Étrange question.
Finalement, la vie n’est pas compliquée. Quand on aime, on aime pour aimer. Rien ne dégage autant de clarté. L’amour est un fil invisible, si fin qu’un rien peut le briser. Il tresse des nattes dans l’insondable mystère du vide.
Mortadelle insiste. Il aime les femmes, le vin et la poésie. Et il m’aime aussi. Je ne sais pas pourquoi, mais il me trouve valable. Dans sa bouche, ce mot vaut toutes les distinctions. C’est ma médaille de bravoure !
Il faut l’accompagner.
— Juste pour voir, dit-il avec ce qu’il faut de diablerie pour attirer le poisson.
— Pas aujourd’hui, j’ai catéchisme.
— Mon caté à moi te fera visiter les étoiles mieux que n’importe quel cours d’astronomie. Dieu n’est pas loin, je t’assure.
Mortadelle a trois ans de plus que moi. Il habite la partie haute du quartier, le versant de la prostitution. Il connaît les techniques de la rue. Un callejero. Un enfant de la rue, comme beaucoup d’entre nous.
Un père tranquille, qui sait négocier les virages. Souriant, serviable, le cœur sur la main. Mais gare quand il s’énerve — rarement. Ça déménage.
C’est un ami. Le seul que j’aie, avec Tony, mon chien. Il boit et il fume. Moi, pas encore. Une règle pourtant : jamais devant son père, le Grand Antonio, une crème de gars.
Mortadelle roule ses pétards dans sa chambre avant son tour du soir. Un vrai chat de gouttière.
— À ta place, je laisserais tomber le catéchisme pour une fois. Ce n’est pas la mort. Tu verras autre chose que la gueule du curé.
Aller où ?
La curiosité commence à me piquer. Une petite boule se forme dans mon ventre. Je me sens bizarre.
— Tu verras. C’est une bonne adresse. Je connais tout le monde.

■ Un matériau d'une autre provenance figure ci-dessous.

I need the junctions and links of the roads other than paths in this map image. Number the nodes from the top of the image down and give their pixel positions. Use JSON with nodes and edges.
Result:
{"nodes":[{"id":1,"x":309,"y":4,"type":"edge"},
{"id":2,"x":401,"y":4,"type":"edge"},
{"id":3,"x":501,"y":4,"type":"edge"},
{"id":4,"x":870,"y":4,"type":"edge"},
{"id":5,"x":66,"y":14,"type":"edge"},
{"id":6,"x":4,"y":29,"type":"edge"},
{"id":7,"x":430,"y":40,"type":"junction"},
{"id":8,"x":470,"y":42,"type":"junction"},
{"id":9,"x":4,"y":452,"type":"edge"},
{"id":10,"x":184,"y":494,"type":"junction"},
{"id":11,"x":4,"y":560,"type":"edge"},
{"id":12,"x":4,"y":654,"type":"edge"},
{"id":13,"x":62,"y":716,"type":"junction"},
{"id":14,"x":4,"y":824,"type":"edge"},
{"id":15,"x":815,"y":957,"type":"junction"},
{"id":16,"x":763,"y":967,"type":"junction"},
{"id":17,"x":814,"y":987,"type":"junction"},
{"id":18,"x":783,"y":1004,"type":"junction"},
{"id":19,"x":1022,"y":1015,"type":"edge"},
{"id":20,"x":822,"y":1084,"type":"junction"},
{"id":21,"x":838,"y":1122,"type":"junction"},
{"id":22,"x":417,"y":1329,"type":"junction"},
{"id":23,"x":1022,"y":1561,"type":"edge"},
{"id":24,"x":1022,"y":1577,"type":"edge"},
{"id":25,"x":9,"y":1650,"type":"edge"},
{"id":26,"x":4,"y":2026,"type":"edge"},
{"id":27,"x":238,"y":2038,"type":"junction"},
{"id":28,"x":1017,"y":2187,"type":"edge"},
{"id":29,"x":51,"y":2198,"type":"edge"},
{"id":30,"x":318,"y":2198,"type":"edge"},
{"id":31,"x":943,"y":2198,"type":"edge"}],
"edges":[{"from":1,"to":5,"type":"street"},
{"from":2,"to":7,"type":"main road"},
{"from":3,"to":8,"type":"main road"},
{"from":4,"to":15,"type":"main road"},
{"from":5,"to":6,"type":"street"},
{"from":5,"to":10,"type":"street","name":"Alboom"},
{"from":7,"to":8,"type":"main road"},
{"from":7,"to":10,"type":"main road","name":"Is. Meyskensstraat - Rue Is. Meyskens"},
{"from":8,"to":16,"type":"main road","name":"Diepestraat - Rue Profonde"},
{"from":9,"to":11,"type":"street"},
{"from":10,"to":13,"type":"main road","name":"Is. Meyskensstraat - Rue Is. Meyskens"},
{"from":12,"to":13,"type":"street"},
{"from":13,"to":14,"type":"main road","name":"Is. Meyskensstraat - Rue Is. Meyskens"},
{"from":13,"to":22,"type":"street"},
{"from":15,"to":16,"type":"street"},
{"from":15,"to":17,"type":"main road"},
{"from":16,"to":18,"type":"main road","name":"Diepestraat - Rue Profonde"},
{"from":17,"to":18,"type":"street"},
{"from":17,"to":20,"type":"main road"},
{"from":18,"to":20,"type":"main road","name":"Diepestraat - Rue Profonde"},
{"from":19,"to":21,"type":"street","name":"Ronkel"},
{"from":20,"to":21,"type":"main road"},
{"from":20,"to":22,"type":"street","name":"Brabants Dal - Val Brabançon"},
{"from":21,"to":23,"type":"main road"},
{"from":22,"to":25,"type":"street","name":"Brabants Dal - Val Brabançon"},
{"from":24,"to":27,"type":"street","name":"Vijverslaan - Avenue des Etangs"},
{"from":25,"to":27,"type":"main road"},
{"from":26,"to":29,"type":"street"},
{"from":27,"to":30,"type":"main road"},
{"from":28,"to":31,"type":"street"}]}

La ruelle se présente comme un long couloir très étroit dans le quartier des terrasses. Par les toits, on peut le traverser sans encombre. Il offre plein de choses à la curiosité. Il se termine en impasse, une sorte de chausse-trape. Mais une seule enjambée vous projette vers la grande artère.
Dans ce U architectural, une succession de portes, surmontées de lumières tamisées, ouvrent sur de mystérieux froufroutements.
Franchement, je suis inquiet. Jamais auparavant je n’avais vu autant de lumières diffuser si peu de clarté.
Un jour, la vie tombe par terre. Comme ça. Boum !
Depuis, ma tête est un moulin. Je mouds tout et n’importe quoi. Je suis au bord de mes moyens. Tout au bord. La falaise est haute. Je fais des efforts pour paraître serein. Les connaisseurs ne sont pas dupes.
En réalité, cette ruelle est à la fois centre et périphérie. Dans la pénombre, ma honte est moins visible, du moins je le crois.
Devant chaque porte, ou dans l’entrebâillement de certaines, se dessinent une paire de melons plus ou moins lourds, ou une paire d’yeux scrutateurs. Je tremble dans mes chaussettes.
Le tout baigne dans un parfum entêtant, une sorte de substance chimique agissant violemment sur le psychisme.
L’odeur du jasmin se mêlait à celle, âcre, des mégots écrasés sur le sol inégal.
Plus tard, mes pieds se souviendront, j’y deviendrai accro.
Pour l’heure, ma gorge est sèche. Je n’ai plus de salive. Plus de voix. Plus rien ne semble fonctionner dans mon organisme.
Les gens parlent à voix basse. Comme à l’église. Serait-ce un sanctuaire avec des nouveaux rites ?
La musique est douce. Elle ne ressemble à rien de ce que je connais.
Avec mon bermuda orange, tout le monde peut admirer la finesse longiligne de mes jambes de coq sous-alimenté.
— Combien ?
— Quoi, combien ?
Mortadelle ne s’adresse pas à moi. Il parle à une dame que je n’ose pas regarder. Trop belle pour moi, me dis-je.
J’ai les mâchoires serrées. Je ne pipe pas mot. Si seulement je pouvais me trouver ailleurs.
— C’est la première fois, dit Mortadelle.
Il parlait à la dame. Moi, j’avais les mâchoires serrées. Quant à mes genoux, je préfère n’en rien dire.
Mortadelle me prend par le bras. Il murmure tout doucement :
— Tu aimes les étoiles, pas vrai ? Aujourd’hui, tu vas faire un beau voyage vers elles.
La dame de tout à l’heure, la déesse que j’avais repérée, me prend par la main et me conduit dans un endroit isolé qui sent le jasmin.
Depuis, j’ai laissé tomber le catéchisme.